Saturday 10th October is World Mental Health Day and this year’s theme is ‘dignity’. Can there be dignity in mental health? There should be, but a lot needs to change. For a start, mental health issues need to be put on an equal footing with physical health complaints and that means more than just throwing the phrase ‘parity of esteem’ into a conversation.
Hot air just goes round in circles (it’s true – remember convection currents from science lessons?) and the fact of the matter is that whilst 92% of people with physical health problems receive the treatment they need, only 26% of people with mental health problems do. Let’s just take a moment to allow that to sink it.
Only 26% of people with mental health issues receive the treatment they need to recover.
There’s no way of getting round it, we need a huge increase in funding for mental health care and despite the government’s well worn spin around how much they’re investing, the truth of the matter is that mental health funding had actually fallen by 8.25% whilst demand had increased.
So why has this been allowed to happen? Because of the prejudices of society. Think about it. People’s negative attitudes mean a broken and inadequate care system is seen as acceptable. At best these inequalities just aren’t on people’s radars as being important. I know my CNS readers are a pretty compassionate, clued up bunch, so you might be surprised that I’m still writing about the prejudices that exist around mental health. But not everyone’s like you.
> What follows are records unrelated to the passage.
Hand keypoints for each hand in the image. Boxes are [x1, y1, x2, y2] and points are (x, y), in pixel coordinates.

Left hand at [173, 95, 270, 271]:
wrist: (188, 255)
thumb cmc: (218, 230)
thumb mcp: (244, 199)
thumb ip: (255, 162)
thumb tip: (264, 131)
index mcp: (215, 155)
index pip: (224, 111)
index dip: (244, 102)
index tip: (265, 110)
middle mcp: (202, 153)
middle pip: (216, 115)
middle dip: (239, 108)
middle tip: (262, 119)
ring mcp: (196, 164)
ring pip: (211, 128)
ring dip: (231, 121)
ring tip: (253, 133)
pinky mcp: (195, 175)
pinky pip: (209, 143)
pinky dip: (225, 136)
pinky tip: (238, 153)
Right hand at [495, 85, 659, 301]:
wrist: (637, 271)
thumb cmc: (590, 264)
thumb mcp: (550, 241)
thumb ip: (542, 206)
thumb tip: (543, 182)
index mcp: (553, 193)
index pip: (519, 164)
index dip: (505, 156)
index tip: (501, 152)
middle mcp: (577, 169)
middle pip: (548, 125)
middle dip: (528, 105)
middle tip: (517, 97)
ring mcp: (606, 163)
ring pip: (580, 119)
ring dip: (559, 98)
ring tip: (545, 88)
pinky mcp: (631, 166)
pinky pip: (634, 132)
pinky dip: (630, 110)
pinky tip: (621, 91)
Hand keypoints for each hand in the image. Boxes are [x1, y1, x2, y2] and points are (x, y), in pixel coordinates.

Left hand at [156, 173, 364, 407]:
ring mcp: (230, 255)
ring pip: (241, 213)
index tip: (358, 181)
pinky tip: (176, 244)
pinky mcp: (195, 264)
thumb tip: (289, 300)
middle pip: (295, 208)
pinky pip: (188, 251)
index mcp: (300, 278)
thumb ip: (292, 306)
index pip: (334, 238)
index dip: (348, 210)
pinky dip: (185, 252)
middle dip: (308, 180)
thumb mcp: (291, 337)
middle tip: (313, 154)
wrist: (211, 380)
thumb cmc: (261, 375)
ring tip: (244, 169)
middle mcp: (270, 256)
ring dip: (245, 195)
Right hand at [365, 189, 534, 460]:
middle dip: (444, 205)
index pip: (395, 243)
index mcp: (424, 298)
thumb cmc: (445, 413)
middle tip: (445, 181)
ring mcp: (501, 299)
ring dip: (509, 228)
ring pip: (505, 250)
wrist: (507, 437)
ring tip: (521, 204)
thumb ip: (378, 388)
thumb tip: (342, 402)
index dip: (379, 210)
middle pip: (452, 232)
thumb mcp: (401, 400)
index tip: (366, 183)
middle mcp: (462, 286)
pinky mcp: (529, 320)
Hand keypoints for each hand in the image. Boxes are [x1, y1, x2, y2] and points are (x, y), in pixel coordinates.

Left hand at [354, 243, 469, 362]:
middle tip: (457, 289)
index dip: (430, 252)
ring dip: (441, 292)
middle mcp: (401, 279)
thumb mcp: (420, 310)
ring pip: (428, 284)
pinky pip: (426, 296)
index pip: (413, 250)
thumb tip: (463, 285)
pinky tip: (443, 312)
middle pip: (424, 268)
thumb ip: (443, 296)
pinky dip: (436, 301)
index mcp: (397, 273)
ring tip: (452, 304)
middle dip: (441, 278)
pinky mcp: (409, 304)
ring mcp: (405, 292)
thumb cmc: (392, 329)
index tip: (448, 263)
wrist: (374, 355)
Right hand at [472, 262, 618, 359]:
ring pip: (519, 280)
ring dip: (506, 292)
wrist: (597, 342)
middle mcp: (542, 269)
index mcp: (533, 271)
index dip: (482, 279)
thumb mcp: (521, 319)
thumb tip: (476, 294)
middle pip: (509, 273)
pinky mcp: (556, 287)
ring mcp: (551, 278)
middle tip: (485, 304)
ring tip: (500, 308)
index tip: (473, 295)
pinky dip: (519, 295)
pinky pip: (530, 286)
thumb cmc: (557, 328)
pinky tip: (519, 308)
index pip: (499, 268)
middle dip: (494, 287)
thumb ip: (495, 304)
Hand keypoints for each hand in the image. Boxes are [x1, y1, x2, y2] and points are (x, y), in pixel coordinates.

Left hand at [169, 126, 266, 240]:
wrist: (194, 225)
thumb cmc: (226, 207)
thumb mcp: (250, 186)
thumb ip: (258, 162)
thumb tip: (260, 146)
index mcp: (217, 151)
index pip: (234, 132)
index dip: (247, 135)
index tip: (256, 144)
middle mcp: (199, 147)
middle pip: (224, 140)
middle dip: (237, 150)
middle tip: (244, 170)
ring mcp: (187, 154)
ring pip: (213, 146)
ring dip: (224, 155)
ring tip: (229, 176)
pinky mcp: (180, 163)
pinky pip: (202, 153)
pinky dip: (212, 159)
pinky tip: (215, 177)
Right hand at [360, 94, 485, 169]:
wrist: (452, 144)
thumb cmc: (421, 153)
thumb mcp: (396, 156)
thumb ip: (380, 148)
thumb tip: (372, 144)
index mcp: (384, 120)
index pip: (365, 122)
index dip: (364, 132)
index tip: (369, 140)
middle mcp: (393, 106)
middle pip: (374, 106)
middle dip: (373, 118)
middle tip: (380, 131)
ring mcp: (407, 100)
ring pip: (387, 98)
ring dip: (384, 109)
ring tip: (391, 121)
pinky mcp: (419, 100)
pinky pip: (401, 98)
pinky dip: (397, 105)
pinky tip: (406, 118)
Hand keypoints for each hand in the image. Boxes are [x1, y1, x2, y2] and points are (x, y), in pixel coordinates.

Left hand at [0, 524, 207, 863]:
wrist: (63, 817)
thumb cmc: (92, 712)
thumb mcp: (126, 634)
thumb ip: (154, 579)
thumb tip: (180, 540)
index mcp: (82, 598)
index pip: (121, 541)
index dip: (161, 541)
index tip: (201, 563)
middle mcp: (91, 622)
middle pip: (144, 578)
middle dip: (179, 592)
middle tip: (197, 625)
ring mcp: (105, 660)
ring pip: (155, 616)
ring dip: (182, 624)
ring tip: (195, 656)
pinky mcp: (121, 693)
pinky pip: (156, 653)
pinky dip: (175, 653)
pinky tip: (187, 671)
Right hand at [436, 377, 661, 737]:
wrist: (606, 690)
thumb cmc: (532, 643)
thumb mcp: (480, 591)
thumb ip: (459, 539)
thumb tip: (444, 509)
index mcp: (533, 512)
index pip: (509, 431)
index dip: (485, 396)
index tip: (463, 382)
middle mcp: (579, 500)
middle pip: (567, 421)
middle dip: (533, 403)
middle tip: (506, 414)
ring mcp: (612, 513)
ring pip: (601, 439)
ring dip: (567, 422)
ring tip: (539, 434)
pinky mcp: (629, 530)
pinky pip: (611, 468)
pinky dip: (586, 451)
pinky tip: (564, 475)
A survey by Time To Change found that 69% of mental health service users had been treated differently because of their mental health problems, and 71% reported that the attitudes of others stop them from doing things they want to do. I did a quick survey of my own at the weekend, asking Facebookers what unhelpful preconceptions they’ve heard around mental health issues. Responses came in thick and fast. ‘It’s gone on long enough now. She needs to just move on…‘, ‘it’s put on – she seemed fine when I last saw her‘ and ‘it’s just a cry for help‘ are just three of the comments that were shared.
These comments are so incredibly damaging and yet seem perfectly acceptable to a large proportion of our society. And what they add up to is a complete lack of dignity for people with mental health issues. We’re regularly mocked and ridiculed by other people (and then told we can’t take a joke), our experiences are belittled or entirely rejected, usually whilst someone is telling us that we ‘must be confused’ and when you’re trying to put the work in you need to recover you’re given no support. And that means you fail. The upshot of a meeting I had last week to discuss the complete lack of care I’m receiving was that I won’t get any until I’m in crisis. Hello? That’s my life you’re messing around with – and I mean that in a very literal sense.
It’s not that you can’t recover from mental health issues, it’s that we’re not given the opportunity to do so. Treatments that work are not made available to us and society is happily ignorant of the daily battles we face. It beats us down every time we try to make some progress. Please, for me and my fellow sufferers, it has to change.
Statistics suggest that 1 in 4 of us will experience mental health issues in any given year. There are 64 million people living in Britain. That’s 16 million people with mental health issues – and as only 26% receive the treatment they need to recover, that’s 11,840,000 people whose lives have been effectively written off by current government policies. That’s the entire population of London. And Birmingham. And Manchester – all put together. 11.84 million people who have been brought up to believe that they live in a country where health care is free and will be there to care for them when they need it. People like me, who have paid into the system all their working life to find that they’ve been abandoned.
There is no dignity in mental health issues. There will be none until the prejudices that surround us are challenged. There can be no dignity when you have to fight and beg for your very existence. There can be no dignity until the people in power approach our plight with compassion, understanding and commitment. Things have to change and that change will only come if we let our voices be heard. If we won’t allow ourselves to be shamed into silence.
That is why I’ll keep writing CNS. That is why I’ll never stop campaigning.